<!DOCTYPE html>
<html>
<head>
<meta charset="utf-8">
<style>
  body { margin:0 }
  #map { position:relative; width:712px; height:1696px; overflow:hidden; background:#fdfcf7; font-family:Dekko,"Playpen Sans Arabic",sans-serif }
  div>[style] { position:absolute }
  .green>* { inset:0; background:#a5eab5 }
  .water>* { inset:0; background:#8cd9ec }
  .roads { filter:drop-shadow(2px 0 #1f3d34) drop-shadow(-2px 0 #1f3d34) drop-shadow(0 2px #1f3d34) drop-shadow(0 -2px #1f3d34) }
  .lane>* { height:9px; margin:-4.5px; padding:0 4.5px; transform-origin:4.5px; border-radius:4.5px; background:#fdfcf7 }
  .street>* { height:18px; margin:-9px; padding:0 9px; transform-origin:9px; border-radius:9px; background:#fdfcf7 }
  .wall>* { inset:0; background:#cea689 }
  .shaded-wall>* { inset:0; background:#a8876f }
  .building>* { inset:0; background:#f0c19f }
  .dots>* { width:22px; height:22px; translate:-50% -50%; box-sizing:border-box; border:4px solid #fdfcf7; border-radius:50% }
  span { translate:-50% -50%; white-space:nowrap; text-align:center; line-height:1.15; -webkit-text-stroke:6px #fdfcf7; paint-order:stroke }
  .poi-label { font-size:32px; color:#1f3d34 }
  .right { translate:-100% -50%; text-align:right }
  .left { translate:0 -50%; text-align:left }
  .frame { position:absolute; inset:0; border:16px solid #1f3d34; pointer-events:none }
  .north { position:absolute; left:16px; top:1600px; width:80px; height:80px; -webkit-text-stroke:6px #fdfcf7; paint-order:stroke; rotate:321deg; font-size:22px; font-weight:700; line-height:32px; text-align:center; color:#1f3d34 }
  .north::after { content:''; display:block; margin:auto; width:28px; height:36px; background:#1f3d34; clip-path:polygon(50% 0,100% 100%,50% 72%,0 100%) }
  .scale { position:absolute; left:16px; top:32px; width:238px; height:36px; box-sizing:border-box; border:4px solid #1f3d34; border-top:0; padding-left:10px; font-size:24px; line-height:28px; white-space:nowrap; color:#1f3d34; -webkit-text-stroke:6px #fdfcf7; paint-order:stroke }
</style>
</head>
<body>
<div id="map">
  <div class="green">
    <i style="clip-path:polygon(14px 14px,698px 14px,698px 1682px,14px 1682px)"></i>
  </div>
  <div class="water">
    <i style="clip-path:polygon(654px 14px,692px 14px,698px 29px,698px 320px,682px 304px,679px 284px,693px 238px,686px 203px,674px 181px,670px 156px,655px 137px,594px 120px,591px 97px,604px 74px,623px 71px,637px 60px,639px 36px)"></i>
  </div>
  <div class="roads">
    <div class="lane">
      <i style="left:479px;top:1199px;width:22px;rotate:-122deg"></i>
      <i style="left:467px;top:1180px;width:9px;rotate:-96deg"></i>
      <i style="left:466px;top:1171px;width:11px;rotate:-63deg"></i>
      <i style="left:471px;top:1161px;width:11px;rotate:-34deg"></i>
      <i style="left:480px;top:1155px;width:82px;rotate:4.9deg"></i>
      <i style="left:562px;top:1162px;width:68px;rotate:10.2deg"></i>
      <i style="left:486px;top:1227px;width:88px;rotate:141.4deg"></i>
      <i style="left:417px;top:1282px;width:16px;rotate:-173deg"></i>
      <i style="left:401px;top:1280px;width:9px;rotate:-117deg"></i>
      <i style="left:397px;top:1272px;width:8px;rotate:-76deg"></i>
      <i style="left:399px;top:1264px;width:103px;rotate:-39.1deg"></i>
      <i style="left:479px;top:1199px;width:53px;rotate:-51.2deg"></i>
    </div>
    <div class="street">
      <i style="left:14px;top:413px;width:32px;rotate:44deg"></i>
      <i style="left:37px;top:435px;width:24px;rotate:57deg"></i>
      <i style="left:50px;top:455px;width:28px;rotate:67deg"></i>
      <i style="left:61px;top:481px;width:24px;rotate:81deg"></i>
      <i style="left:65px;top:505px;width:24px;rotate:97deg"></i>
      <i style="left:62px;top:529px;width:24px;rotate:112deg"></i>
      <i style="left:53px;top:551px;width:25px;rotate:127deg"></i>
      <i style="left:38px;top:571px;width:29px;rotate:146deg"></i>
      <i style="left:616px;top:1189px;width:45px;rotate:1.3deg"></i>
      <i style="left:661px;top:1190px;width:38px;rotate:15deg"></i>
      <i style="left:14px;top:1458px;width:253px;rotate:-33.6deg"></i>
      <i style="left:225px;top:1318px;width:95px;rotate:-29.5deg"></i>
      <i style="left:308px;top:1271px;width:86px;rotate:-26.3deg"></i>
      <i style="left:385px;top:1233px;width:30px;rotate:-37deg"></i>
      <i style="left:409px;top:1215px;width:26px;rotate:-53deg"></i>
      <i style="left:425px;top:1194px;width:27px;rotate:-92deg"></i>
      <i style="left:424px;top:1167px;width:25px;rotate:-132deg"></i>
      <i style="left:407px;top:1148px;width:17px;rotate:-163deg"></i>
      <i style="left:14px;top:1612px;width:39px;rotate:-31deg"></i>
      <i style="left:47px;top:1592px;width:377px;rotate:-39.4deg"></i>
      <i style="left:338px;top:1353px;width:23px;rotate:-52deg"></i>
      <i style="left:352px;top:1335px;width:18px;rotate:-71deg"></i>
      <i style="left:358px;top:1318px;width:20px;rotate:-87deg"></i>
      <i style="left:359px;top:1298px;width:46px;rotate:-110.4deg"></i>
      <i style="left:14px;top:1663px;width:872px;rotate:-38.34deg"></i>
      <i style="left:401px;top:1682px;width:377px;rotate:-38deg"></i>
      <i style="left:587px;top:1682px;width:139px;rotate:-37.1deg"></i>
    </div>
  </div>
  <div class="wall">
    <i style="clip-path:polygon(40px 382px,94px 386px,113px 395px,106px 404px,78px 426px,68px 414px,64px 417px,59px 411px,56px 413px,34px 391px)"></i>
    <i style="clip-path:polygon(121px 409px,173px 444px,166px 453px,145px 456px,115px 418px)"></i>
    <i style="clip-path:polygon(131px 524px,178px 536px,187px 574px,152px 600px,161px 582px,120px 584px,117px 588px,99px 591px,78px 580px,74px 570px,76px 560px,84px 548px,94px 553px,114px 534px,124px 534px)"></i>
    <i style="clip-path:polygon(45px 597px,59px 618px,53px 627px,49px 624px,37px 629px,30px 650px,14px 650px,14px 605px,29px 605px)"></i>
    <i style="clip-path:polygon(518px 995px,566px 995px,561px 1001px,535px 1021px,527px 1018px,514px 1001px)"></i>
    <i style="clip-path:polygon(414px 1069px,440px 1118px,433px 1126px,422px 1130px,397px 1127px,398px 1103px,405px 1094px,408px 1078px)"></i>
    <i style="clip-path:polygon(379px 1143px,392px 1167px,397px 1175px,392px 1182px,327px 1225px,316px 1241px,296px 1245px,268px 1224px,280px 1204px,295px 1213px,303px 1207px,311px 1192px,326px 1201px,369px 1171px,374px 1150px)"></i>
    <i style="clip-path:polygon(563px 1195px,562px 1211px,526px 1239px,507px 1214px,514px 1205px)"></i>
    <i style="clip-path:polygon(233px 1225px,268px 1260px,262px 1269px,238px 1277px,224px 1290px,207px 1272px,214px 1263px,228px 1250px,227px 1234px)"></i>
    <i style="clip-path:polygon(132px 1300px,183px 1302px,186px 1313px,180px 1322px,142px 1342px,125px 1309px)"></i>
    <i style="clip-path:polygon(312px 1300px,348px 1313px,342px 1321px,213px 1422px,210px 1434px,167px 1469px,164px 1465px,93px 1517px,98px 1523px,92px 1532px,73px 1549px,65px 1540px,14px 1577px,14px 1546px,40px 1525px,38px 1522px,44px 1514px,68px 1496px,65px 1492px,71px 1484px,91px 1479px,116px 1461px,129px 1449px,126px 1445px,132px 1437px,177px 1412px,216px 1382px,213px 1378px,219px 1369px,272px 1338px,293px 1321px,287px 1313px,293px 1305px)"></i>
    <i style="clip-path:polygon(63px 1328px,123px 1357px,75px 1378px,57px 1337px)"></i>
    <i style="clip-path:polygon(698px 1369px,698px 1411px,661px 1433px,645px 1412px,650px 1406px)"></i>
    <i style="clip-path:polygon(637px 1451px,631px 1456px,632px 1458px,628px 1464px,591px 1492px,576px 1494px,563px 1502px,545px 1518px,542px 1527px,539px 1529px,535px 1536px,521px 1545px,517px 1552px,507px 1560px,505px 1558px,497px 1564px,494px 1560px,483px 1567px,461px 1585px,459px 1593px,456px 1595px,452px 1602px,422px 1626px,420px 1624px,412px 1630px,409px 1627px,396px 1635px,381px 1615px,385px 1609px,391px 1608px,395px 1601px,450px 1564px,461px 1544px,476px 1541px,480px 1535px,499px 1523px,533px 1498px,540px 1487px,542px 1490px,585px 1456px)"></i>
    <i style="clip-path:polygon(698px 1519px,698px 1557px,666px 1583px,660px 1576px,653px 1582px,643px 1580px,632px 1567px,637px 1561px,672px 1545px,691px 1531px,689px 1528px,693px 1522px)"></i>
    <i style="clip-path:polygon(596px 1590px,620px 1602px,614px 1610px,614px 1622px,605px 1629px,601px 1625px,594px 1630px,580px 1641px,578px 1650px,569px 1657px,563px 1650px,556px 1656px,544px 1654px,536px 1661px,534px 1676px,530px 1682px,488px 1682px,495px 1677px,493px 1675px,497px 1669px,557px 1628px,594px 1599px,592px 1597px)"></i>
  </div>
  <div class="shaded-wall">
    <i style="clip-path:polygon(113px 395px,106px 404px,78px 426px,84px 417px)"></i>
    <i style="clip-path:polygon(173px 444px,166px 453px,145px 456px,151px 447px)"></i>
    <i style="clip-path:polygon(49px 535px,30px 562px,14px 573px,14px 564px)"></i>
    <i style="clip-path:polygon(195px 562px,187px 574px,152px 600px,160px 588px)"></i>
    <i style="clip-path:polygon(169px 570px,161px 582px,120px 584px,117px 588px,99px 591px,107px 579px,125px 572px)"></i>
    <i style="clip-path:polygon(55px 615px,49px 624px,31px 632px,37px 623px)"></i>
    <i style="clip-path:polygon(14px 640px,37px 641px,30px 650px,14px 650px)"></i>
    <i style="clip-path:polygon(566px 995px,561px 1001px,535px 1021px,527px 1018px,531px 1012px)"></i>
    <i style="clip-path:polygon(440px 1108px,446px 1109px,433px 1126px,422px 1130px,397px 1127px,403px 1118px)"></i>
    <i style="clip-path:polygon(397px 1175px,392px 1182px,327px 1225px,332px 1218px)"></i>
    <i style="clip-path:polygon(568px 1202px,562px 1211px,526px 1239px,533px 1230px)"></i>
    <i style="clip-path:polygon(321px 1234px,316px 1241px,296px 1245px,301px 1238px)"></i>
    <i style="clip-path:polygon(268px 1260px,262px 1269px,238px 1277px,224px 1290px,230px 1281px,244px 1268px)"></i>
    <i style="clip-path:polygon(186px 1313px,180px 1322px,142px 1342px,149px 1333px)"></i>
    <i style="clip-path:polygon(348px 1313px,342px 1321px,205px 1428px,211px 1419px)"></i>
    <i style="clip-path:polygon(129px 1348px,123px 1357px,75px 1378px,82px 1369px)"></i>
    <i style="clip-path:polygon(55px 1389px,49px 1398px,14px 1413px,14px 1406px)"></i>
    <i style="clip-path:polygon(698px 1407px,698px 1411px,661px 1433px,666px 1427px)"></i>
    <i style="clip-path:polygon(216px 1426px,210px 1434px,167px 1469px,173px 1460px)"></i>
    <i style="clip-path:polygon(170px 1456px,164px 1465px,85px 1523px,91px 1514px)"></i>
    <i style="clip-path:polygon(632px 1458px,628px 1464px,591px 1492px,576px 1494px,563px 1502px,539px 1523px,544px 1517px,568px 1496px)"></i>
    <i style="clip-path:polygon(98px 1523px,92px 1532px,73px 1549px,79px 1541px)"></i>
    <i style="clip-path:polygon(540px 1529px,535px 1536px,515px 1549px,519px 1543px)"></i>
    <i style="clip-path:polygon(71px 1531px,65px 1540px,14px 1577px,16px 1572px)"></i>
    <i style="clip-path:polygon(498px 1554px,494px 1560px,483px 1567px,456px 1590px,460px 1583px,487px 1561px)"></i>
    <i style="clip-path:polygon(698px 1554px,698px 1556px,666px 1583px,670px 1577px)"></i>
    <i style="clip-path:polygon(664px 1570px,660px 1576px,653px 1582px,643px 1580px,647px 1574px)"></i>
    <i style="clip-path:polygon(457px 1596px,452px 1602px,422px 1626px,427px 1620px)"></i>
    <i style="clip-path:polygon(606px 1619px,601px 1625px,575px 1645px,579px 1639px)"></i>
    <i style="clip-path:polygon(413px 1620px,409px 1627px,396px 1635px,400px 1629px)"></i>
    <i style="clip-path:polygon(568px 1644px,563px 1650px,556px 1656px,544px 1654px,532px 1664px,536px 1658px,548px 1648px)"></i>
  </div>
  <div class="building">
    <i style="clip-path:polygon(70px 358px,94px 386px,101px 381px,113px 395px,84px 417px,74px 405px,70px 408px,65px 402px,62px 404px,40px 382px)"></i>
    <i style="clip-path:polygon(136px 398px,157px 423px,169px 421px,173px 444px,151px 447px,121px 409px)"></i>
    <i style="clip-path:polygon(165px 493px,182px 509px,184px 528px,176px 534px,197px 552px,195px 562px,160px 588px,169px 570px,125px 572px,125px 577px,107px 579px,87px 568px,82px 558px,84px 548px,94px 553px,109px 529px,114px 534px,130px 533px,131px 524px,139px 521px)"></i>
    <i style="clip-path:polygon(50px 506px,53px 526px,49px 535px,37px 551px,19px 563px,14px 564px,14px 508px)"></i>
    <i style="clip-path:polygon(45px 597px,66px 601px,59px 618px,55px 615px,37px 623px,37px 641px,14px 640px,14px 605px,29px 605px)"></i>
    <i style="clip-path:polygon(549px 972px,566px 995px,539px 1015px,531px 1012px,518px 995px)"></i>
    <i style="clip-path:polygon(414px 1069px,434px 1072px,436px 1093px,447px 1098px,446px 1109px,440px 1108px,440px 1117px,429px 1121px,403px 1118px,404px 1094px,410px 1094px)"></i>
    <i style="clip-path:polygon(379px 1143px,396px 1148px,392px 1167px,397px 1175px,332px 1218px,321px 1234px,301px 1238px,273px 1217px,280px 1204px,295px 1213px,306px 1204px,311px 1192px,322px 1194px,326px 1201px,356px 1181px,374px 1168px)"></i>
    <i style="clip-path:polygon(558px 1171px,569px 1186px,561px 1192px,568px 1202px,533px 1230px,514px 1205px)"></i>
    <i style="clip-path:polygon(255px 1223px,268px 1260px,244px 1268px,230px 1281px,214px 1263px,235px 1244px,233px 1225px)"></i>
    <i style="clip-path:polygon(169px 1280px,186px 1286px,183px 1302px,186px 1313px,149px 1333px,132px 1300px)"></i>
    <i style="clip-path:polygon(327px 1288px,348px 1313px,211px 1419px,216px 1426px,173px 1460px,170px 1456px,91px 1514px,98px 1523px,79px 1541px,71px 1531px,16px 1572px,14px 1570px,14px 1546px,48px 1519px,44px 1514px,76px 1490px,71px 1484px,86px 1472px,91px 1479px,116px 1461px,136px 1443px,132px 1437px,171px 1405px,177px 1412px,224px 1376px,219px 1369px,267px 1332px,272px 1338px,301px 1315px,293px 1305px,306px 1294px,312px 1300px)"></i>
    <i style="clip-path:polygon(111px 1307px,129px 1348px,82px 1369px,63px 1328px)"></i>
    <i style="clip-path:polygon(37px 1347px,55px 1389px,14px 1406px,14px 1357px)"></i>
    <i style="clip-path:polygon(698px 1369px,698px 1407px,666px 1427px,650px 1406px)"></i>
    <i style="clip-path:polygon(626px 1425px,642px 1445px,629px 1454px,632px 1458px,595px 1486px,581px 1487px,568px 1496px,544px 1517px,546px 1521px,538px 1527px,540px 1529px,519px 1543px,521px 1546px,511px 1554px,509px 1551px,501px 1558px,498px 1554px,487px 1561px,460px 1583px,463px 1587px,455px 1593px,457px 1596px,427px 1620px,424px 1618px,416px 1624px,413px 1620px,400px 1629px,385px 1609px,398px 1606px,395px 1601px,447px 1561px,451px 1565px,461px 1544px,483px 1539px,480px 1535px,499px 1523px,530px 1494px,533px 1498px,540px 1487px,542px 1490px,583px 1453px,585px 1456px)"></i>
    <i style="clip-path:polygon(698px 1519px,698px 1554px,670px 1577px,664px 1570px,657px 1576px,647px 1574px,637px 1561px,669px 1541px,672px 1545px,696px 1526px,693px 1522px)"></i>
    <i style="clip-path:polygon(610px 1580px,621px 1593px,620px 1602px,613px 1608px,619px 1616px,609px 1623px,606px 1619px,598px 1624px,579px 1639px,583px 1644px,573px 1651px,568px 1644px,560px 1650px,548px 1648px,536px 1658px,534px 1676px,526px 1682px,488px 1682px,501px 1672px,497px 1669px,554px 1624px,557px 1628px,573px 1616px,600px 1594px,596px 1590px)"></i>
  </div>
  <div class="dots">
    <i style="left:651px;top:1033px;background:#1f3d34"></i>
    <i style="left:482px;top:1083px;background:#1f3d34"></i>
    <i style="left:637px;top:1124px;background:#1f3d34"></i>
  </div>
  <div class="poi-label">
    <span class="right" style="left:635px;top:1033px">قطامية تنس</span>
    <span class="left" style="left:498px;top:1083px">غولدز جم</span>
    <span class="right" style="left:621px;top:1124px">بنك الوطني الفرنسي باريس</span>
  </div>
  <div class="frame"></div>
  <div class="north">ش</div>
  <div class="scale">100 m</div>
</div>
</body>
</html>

_EXERCISE_: The response must repeat exactly the lines from the top of the material through the line containing "width:22px; height:22px; translate:-50%", both included, with no other output.

_RESPONSE TO THIS EXERCISE_:
<!DOCTYPE html>
<html>
<head>
<meta charset="utf-8">
<style>
  body { margin:0 }
  #map { position:relative; width:712px; height:1696px; overflow:hidden; background:#fdfcf7; font-family:Dekko,"Playpen Sans Arabic",sans-serif }
  div>[style] { position:absolute }
  .green>* { inset:0; background:#a5eab5 }
  .water>* { inset:0; background:#8cd9ec }
  .roads { filter:drop-shadow(2px 0 #1f3d34) drop-shadow(-2px 0 #1f3d34) drop-shadow(0 2px #1f3d34) drop-shadow(0 -2px #1f3d34) }
  .lane>* { height:9px; margin:-4.5px; padding:0 4.5px; transform-origin:4.5px; border-radius:4.5px; background:#fdfcf7 }
  .street>* { height:18px; margin:-9px; padding:0 9px; transform-origin:9px; border-radius:9px; background:#fdfcf7 }
  .wall>* { inset:0; background:#cea689 }
  .shaded-wall>* { inset:0; background:#a8876f }
  .building>* { inset:0; background:#f0c19f }
  .dots>* { width:22px; height:22px; translate:-50% -50%; box-sizing:border-box; border:4px solid #fdfcf7; border-radius:50% }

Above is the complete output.